Back in 1988 Michael Kinsley (in the Times of London) famously defined the gaffe as the occasion when “a politician tells the truth.” Kinsley himself immediately watered down his elegant definition by adding “some obvious truth he isn’t supposed to say,” as if the code of the politician did not require him to be uniformly and constantly a liar. Other journalists, not understanding Kinsley’s point, now refer to what they call the “Kinsley gaffe”—as if there really were some other significant type of innocent mistake that embarrassed the politician—the verbal equivalent of Gerry Ford tripping on the carpet or George H.W. Bush vomiting his Japanese dinner.
These verbal slips are important because they afford the nation’s helots a brief and ill-lit glimpse into the lives of their masters. But there is another sort of gaffe, a mistaken action or decision that can give us a similar insight into the secret world of the ruling class. Let us call such a mistake a “practical gaffe” or even “a gaffe in deed.”
In the past few days, we have all been witness to the Obama Administration’s slip-up on the release of Bowe Bergdahl, and what that tells us about the current masters of the universe is very disquieting. Here is Gen. Martin E. Dempsey, the chairman of the Joint Chiefs of Staff on Bergdahl’s return: “It is our ethos that we never leave a fallen comrade, Today we have back in our ranks the only remaining captured soldier from our conflicts in Iraq and Afghanistan. Welcome home, Sergeant Bowe Bergdahl.”

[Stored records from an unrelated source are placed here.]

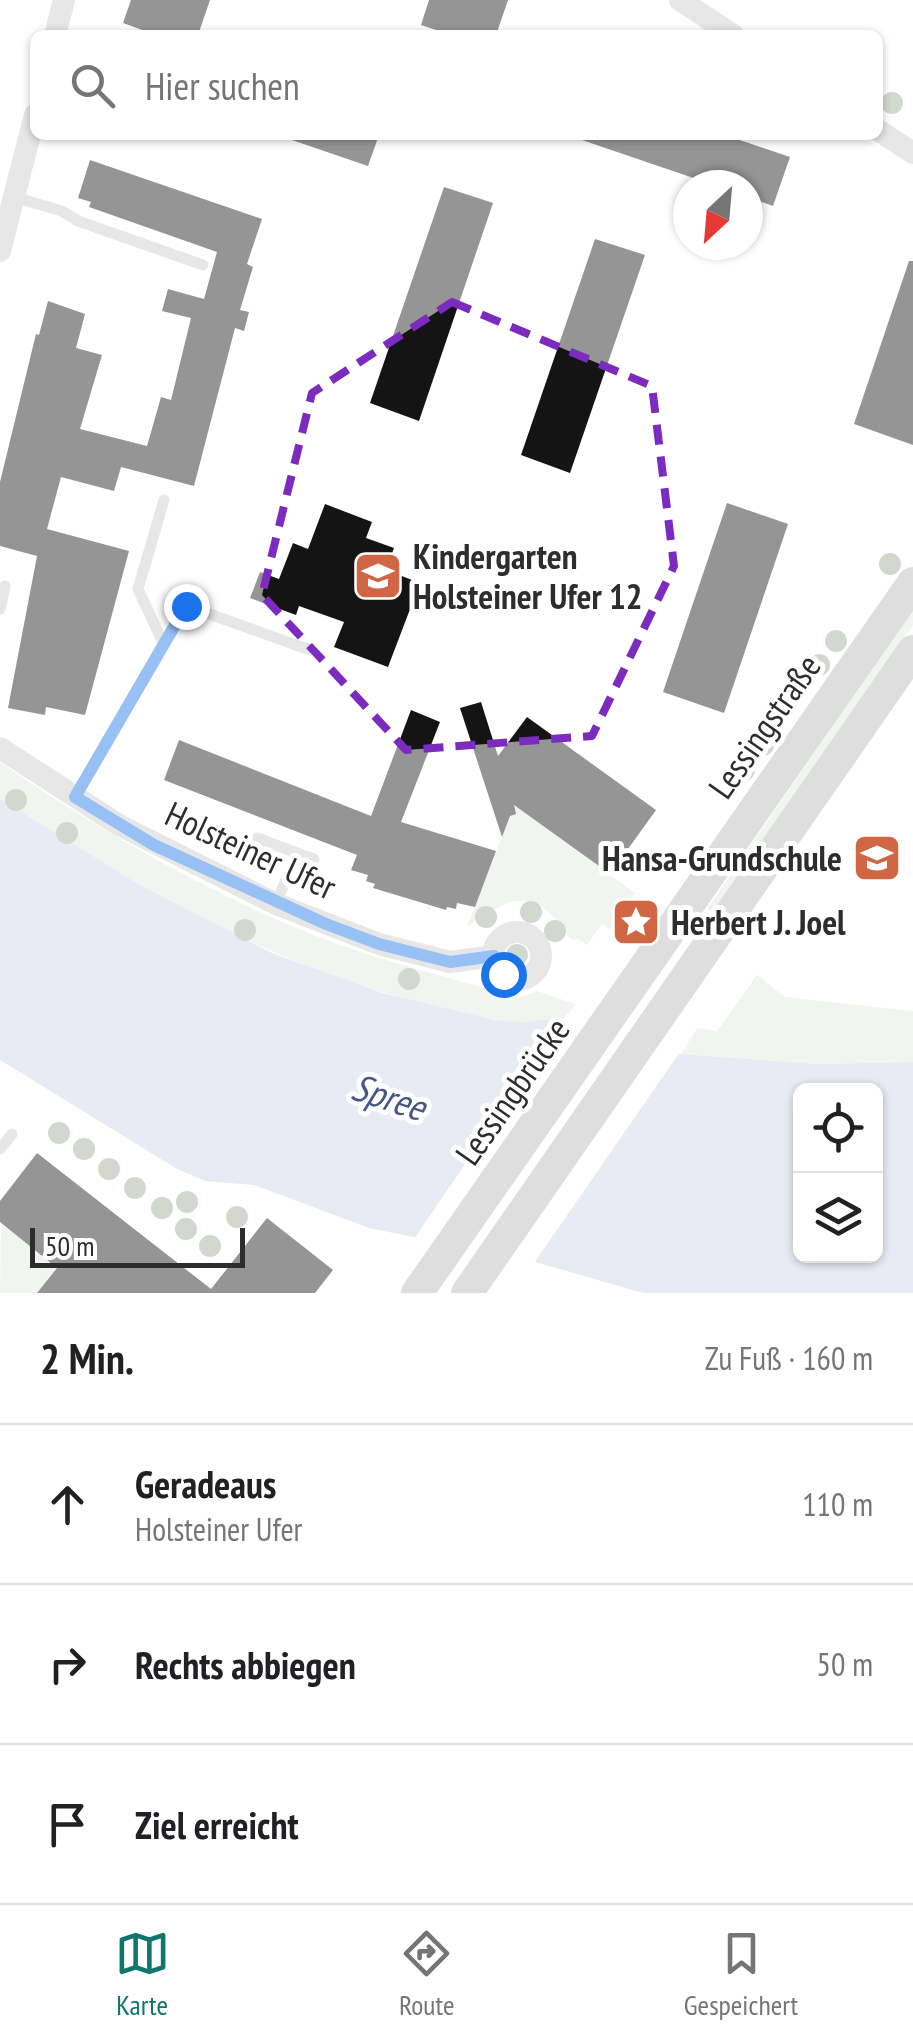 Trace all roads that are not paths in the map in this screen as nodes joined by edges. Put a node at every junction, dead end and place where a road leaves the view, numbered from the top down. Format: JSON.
{"nodes":[{"id":1,"x":64,"y":0,"type":"edge"},
{"id":2,"x":680,"y":0,"type":"edge"},
{"id":3,"x":57,"y":30,"type":"edge"},
{"id":4,"x":726,"y":30,"type":"edge"},
{"id":5,"x":883,"y":133,"type":"edge"},
{"id":6,"x":30,"y":135,"type":"edge"},
{"id":7,"x":913,"y":153,"type":"edge"},
{"id":8,"x":14,"y":197,"type":"junction"},
{"id":9,"x":0,"y":251,"type":"edge"},
{"id":10,"x":202,"y":265,"type":"dead end"},
{"id":11,"x":164,"y":500,"type":"dead end"},
{"id":12,"x":913,"y":583,"type":"edge"},
{"id":13,"x":5,"y":586,"type":"dead end"},
{"id":14,"x":0,"y":609,"type":"edge"},
{"id":15,"x":164,"y":645,"type":"junction"},
{"id":16,"x":310,"y":650,"type":"dead end"},
{"id":17,"x":913,"y":651,"type":"edge"},
{"id":18,"x":0,"y":748,"type":"edge"},
{"id":19,"x":75,"y":797,"type":"junction"},
{"id":20,"x":257,"y":838,"type":"dead end"},
{"id":21,"x":297,"y":853,"type":"junction"},
{"id":22,"x":314,"y":859,"type":"dead end"},
{"id":23,"x":276,"y":904,"type":"junction"},
{"id":24,"x":494,"y":956,"type":"dead end"},
{"id":25,"x":648,"y":965,"type":"joint"},
{"id":26,"x":12,"y":1134,"type":"dead end"},
{"id":27,"x":0,"y":1149,"type":"edge"},
{"id":28,"x":475,"y":1283,"type":"edge"},
{"id":29,"x":418,"y":1293,"type":"edge"}],
"edges":[{"from":1,"to":3,"type":"street"},
{"from":2,"to":4,"type":"street"},
{"from":5,"to":7,"type":"street"},
{"from":6,"to":8,"type":"street"},
{"from":8,"to":9,"type":"street"},
{"from":8,"to":10,"type":"lane"},
{"from":11,"to":15,"type":"lane"},
{"from":12,"to":25,"type":"main road","name":"Lessingstraße"},
{"from":13,"to":14,"type":"lane"},
{"from":15,"to":16,"type":"lane"},
{"from":15,"to":19,"type":"lane"},
{"from":17,"to":28,"type":"main road"},
{"from":18,"to":19,"type":"street","name":"Holsteiner Ufer"},
{"from":19,"to":23,"type":"street","name":"Holsteiner Ufer"},
{"from":20,"to":21,"type":"lane"},
{"from":21,"to":22,"type":"lane"},
{"from":21,"to":23,"type":"lane"},
{"from":23,"to":24,"type":"street","name":"Holsteiner Ufer"},
{"from":25,"to":29,"type":"main road","name":"Lessingbrücke"},
{"from":26,"to":27,"type":"lane"}]}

And President Obama, speaking from the same script: “He wasn’t forgotten by his country. The United States of America does not ever leave our men and women in uniform behind.”
Not ever? Perhaps the President is not old enough to remember all the efforts, largely unsuccessful, at rescuing MIA’s in Vietnam. The expression “not ever” is always the mark of the adolescent liar who thinks the more extreme he makes his statement, the less likely he is to be contradicted. In the same way, as Mark Steyn recently pointed out on the radio, he repeatedly ends one of his banalities with “period.” As in, “We bring American soldiers back. Period. Full Stop.”
The President and the Pentagon were planning a hero’s welcome—including a parade—for Bergdahl until complaints from the people General Dempsey would call his “comrades” created the GOP’s best PR and development opportunity since Monika Lewinsky. One wonders what was going through General Dempsey’s mind, when he referred to a deserter and traitor as a “fallen comrade.” Dempsey, apparently, will never be guilty of any verbal gaffes, unlike the scape-goated General Shinseki, who actually told the truth about Don Rumsfeld’s stupid and costly plan to fight the Iraq War on the cheap.
It is not as if Barack Obama and Chuck Hagel did not know the facts of Bergdahl’s desertion. Even their fans at the Washington Post reported on June 1 that officials had anticipated controversy and indicated that the deserter would not be put on trial. Predictably, Susan Rice has told the world that Bergdahl served honorably, and her gaffe-free words are almost always a guaranteed lie.
Hagel, Obama, Ms Clinton—all of them were involved in the protracted negotiations that resulted in Bergdahl’s release, and they all knew what the deserter’s comrades were saying about him. Anyone with internet access could have immediately located the Daily Mail story of 2010, which reported that Bergdahl had converted to Islam and was teaching the Taliban to make bombs.
They knew, but they didn’t care. They didn’t care what sort of traitor they were rescuing at the expense of American prestige and security, because they scented a propaganda coup. “Don’t you ever, ever say we don’t care about our fighting men and women or our vets.” They also did not worry about any fallout because they sincerely believe that Americans—or at least any Americans who could bring themselves to vote for the Democratic Party—are so stupid and gullible that they will swallow any lie, no matter how preposterous, that Susan Rice can devise.
America’s political leaders despise the people that vote for them, and they are right to do so. What must Harry Reid and Mitch McConnell think of the voters who would tolerate them as leaders of their respective parties? That some people will not fall for this latest lie is no proof of the integrity of conservative Republicans, because these same Hannitys and Levins and all their little fans out there in radioland who are now screaming treason and impeachment against Obama and Hagel listened to all the Bush-Rumsfeld lies with equanimity. No, Obama’s handlers misjudged the reaction because they are entirely out of touch with American realities, but they will not disprove Mencken’s accurate assessment of our national character, that “No one ever went broke underestimating the American people.”